Gewöhnlich gesteht sich auch der mit dem getroffenen Loos unzufriedene Deutsche hier nicht ein, daß nur er allein und außer ihm Niemand weiter die Schuld trägt, warum er nach Amerika versetzt worden ist, und sucht immer die Regierungsform vorzuschützen, welche zu diesem Vorhaben die Ursache gewesen wäre, obgleich diese zu beurtheilen, ihm selten die Kenntniß zusteht, wie die Widersprüche seiner Angaben hinlänglich bekunden. Als Beispiel mag die Bemerkung gelten, wie einer meiner Landsleute, (Schuhmacher) bis im dritten Himmel entzückt, sich über amerikanische Freiheit ausließ, wo jeder treiben dürfe, was er wolle.
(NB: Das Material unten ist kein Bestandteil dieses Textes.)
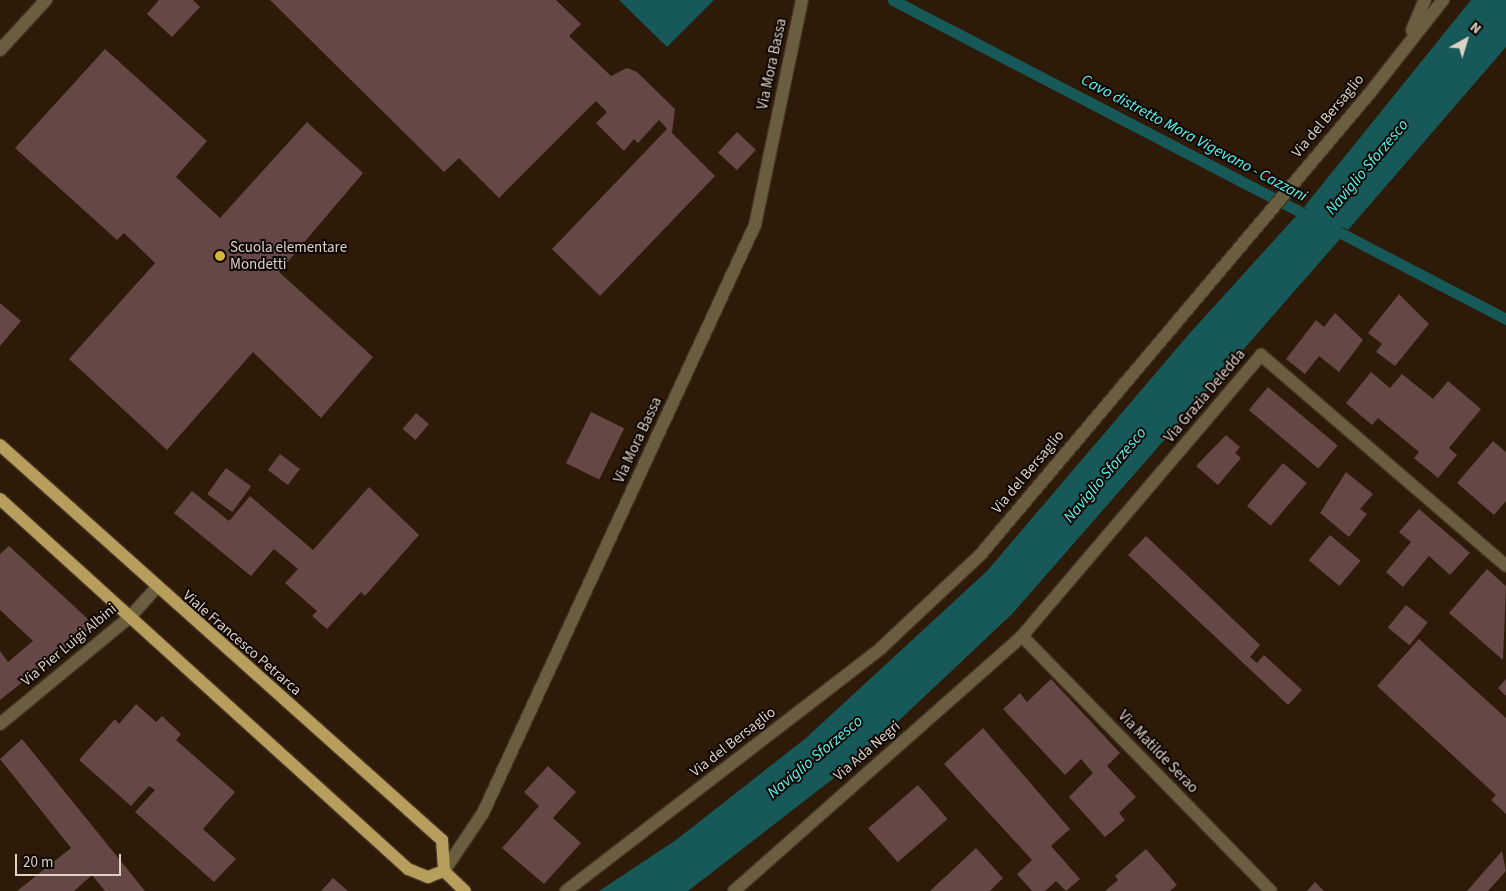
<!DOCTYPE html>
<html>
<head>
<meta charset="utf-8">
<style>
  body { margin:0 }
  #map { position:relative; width:1506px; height:891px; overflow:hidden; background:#2d1a08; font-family:"Source Sans 3",sans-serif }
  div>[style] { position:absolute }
  .water>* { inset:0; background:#175858 }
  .stream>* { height:11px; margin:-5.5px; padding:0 5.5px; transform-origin:5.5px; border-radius:5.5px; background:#175858 }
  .canal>* { height:38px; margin:-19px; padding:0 19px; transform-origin:19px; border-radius:19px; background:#175858 }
  .building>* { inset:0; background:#654745; transform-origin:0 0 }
  .roads { filter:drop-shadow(1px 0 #463423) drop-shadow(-1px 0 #463423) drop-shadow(0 1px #463423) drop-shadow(0 -1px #463423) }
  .minor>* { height:12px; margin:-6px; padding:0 6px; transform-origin:6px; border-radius:6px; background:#6a5e40 }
  .major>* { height:12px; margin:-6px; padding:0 6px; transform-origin:6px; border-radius:6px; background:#b79e5d }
  .dots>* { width:14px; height:14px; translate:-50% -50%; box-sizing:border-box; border:2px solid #0f0702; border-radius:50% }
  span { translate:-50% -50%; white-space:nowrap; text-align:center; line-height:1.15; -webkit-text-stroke:4px #0f0702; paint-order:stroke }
  .street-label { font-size:15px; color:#ded1c6 }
  .poi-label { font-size:15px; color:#ded1c6 }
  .left { translate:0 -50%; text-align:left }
  .water-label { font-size:16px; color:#53fbfc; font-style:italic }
  .north { position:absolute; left:1441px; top:15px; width:50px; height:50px; -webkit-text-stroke:4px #0f0702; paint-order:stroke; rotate:39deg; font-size:14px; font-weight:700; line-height:20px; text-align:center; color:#ded1c6 }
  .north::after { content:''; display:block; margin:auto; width:18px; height:22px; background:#ded1c6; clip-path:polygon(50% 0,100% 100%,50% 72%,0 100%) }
  .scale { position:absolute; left:15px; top:854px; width:106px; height:22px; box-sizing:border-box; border:2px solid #ded1c6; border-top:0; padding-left:6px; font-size:15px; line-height:18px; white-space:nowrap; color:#ded1c6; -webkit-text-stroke:4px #0f0702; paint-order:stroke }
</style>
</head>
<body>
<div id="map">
  <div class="water">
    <div style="clip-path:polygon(619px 0,714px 0,667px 47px)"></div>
    <div style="clip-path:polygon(1471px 0,1506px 0,1506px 47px,1348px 230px,1304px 207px)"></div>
    <div style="clip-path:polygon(1297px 215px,1340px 239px,1012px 614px,856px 761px,688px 891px,599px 891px,676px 840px,806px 738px,987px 571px,1189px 334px)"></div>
  </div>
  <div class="stream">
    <div style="left:893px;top:0;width:691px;rotate:27.49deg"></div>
  </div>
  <div class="canal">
    <div style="left:1283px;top:266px;width:115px;rotate:-49.9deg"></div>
  </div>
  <div class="building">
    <div style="clip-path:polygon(159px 0,193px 0,200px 7px,172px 37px,147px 14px)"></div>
    <div style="clip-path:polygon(270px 0,556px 0,581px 24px,569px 36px,611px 76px,627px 68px,637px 72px,675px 109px,672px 133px,715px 176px,600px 296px,552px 249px,667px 129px,659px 120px,638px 143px,634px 139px,624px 151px,596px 123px,607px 112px,596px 101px,499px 198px,459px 158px,444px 172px)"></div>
    <div style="clip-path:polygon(105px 49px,207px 141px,176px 177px,220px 218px,307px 122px,363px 173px,279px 272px,373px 357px,321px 418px,253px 352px,167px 450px,69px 359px,155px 263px,124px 233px,117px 240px,15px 148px)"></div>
    <div style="left:737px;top:132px;width:26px;height:28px;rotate:43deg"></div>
    <div style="clip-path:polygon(1399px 294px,1429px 324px,1395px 366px,1376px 352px,1382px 344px,1368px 333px)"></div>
    <div style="clip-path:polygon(0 303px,21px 321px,0 346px)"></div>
    <div style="clip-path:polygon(1335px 313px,1363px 340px,1339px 372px,1319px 356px,1305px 374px,1286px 359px,1316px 320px,1324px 327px)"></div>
    <div style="clip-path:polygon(1371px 372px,1390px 388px,1402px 374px,1433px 399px,1448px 381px,1481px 409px,1449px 448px,1457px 455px,1438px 478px,1414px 458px,1419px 452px,1378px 418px,1372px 425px,1346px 403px)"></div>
    <div style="left:1268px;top:387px;width:91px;height:30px;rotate:40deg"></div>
    <div style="left:591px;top:412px;width:37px;height:57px;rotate:26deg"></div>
    <div style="left:416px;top:413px;width:17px;height:21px;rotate:40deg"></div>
    <div style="clip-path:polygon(1226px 435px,1240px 447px,1235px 453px,1241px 458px,1218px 485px,1196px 466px)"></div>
    <div style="clip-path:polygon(1493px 441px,1506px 452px,1506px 501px,1494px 515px,1457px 483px)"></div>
    <div style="left:280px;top:454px;width:25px;height:20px;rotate:37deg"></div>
    <div style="left:1283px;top:463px;width:31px;height:56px;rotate:40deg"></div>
    <div style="left:226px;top:468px;width:31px;height:32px;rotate:36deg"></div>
    <div style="clip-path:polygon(1346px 472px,1373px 494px,1360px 509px,1367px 514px,1349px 537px,1320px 513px)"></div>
    <div style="clip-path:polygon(369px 487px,419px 535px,365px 596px,361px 592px,327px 629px,312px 616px,317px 611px,285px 583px,298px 569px,274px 549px,251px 576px,174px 513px,192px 491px,229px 521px,250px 496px,313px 550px)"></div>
    <div style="clip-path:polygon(1419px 509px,1470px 553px,1450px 575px,1429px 556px,1403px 587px,1386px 572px,1411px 542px,1399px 532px)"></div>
    <div style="left:1330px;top:535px;width:40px;height:33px;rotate:40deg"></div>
    <div style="clip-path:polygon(1146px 536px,1260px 645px,1250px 657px,1257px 663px,1264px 655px,1302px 690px,1288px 705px,1128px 555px)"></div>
    <div style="clip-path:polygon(9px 546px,89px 620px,88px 630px,0 700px,0 651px,8px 662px,33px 641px,0 610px,0 554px)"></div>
    <div style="clip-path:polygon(1487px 569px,1506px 586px,1503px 660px,1449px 613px)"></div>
    <div style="left:1406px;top:605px;width:28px;height:29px;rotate:39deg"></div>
    <div style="clip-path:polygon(1419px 639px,1506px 718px,1506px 814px,1491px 800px,1496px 795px,1377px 686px)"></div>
    <div style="clip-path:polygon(1051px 679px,1120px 753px,1107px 766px,1136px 797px,1119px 813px,1125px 820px,1105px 837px,1069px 797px,1093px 773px,1081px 759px,1065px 775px,1003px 709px,1020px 693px,1027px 702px)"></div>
    <div style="clip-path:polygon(1506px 679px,1506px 696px,1498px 688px)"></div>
    <div style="clip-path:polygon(136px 704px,156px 722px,162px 716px,181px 734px,176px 740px,235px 792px,203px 829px,236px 859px,214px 882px,135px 812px,155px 790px,149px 786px,131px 806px,79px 760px,115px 719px,119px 724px)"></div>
    <div style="clip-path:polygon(983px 728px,1070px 829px,1051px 846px,1080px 879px,1066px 891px,1056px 881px,1045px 891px,1032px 891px,1017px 874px,1032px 860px,944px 764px)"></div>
    <div style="clip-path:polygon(22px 739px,145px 891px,105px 891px,92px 875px,74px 891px,17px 891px,71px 848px,0 759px)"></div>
    <div style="clip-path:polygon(548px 766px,576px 792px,553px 818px,581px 843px,544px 884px,502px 848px,539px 806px,524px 792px)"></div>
    <div style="left:918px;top:785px;width:45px;height:66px;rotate:49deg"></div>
    <div style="clip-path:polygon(976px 848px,1003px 878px,990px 891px,930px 891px)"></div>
    <div style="clip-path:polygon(1146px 849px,1177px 885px,1170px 891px,1105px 891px,1118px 880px,1115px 876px)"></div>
    <div style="clip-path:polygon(1502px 851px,1506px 871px,1488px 891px,1467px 891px)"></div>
    <div style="clip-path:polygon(333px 878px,348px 891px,321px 891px)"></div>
    <div style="clip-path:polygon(1315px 882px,1324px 891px,1307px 891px)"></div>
  </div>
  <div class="roads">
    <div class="minor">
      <div style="left:1412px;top:30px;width:33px;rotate:-67deg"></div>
      <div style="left:0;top:50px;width:68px;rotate:-47.4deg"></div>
      <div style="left:1022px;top:636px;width:356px;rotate:45.7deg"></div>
      <div style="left:0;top:724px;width:168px;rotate:-39.5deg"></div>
      <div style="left:130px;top:617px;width:39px;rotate:-48deg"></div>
      <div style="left:444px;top:871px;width:70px;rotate:-56.1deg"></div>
      <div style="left:483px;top:813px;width:648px;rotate:-65.18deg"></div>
      <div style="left:755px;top:225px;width:230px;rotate:-78.2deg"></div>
      <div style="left:566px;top:891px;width:398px;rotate:-37.6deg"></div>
      <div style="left:881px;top:648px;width:137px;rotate:-43.2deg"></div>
      <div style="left:981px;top:554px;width:602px;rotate:-49.85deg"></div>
      <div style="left:1369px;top:94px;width:120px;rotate:-51.8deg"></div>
      <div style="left:734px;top:891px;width:385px;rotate:-41.5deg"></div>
      <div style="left:1022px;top:636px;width:369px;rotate:-49.6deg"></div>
      <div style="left:1261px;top:355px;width:323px;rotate:40.7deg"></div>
    </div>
    <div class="major">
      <div style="left:0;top:445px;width:593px;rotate:41.79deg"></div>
      <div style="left:442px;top:840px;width:31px;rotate:86deg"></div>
      <div style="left:0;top:499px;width:551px;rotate:42.2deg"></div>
      <div style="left:408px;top:869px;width:22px;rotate:22deg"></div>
      <div style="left:428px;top:877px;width:17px;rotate:-21deg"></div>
      <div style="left:444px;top:871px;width:29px;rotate:44deg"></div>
    </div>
  </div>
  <div class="dots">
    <div style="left:220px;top:256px;background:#d4b635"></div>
  </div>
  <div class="street-label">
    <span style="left:772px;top:64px;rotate:-78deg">Via Mora Bassa</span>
    <span style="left:1328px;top:116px;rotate:-50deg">Via del Bersaglio</span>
    <span style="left:1205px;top:396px;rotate:-50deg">Via Grazia Deledda</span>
    <span style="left:638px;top:440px;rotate:-65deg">Via Mora Bassa</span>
    <span style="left:1028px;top:472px;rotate:-50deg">Via del Bersaglio</span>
    <span style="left:242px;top:643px;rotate:41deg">Viale Francesco Petrarca</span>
    <span style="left:69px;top:645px;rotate:-40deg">Via Pier Luigi Albini</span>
    <span style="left:733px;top:742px;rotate:-38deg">Via del Bersaglio</span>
    <span style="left:867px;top:751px;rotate:-41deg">Via Ada Negri</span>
    <span style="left:1158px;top:752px;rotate:46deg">Via Matilde Serao</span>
  </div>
  <div class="poi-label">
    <span class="left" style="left:230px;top:256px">Scuola elementare<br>Mondetti</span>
  </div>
  <div class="water-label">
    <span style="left:1194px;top:138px;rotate:28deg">Cavo distretto Mora Vigevano - Cazzani</span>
    <span style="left:1367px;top:167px;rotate:-50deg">Naviglio Sforzesco</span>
    <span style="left:1105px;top:475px;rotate:-50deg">Naviglio Sforzesco</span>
    <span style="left:815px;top:757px;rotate:-40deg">Naviglio Sforzesco</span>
  </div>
  <div class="north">N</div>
  <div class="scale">20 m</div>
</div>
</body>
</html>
Auf die von mir gestellte Frage, welches die ihm zum Auswandern bestimmte Ursache sey, da ich doch wisse, daß er in seiner Vaterstadt recht gute Tage verlebt habe, gab er zur Antwort: wie höchst ungerecht es von der Behörde sey, jeden zum Meister sich Anmeldenden aufzunehmen, wodurch der Verdienst der alten Meister geschmälert und deshalb dieselben einer trüben Zukunft entgegen sehen müßten, aus welcher Ursache er den Wanderstab ergriffen und in das schöne freie Amerika gereist sey!
Einunddreißigster Brief.
Reise nach Washington.
Im Juni 1840.
Die Arbeit im Gärtchen vor Thalemanns Wohnung in Franklinwork, welches in Stand zu setzen, mich beschäftigte, wenn ich nicht in Baltimore war, wurde beendigt, und da man in der Stadt nur solche Arbeit fand, welche die sich damit Beschäftigenden im Laufe der ersten Woche gewöhnlich wieder verlassen, so fühlte ich keinen Beruf und Lust, in Steinkohlen-Niederlagen oder Backstein-Fabriken meine Zeit zu verlassen, oder als Feuermann bei dem Dampfkessel einer Fabrik einzutreten, und es wurde beschlossen, Baltimore unverzüglich zu verlassen, da auch die letzte Aussicht, bei einem Destillateur ein Unterkommen zu finden, sich nicht realisirte, indem der Herr mich für zu gescheidt hielt, und sich nicht, wie er vorgab, der Gefahr aussetzen wolle, durch mich seine Geheimnisse weiter verbreitet zu sehen. Dabei gab er mir den Rath, mit meinen Kenntnissen nicht eher als im Laufe der Arbeit hervorzutreten, da der Amerikaner nicht gern gescheidtere Leute anstelle, als er selbst sich dünke; noch weniger aber von Deutschen Lehren annehmen würde.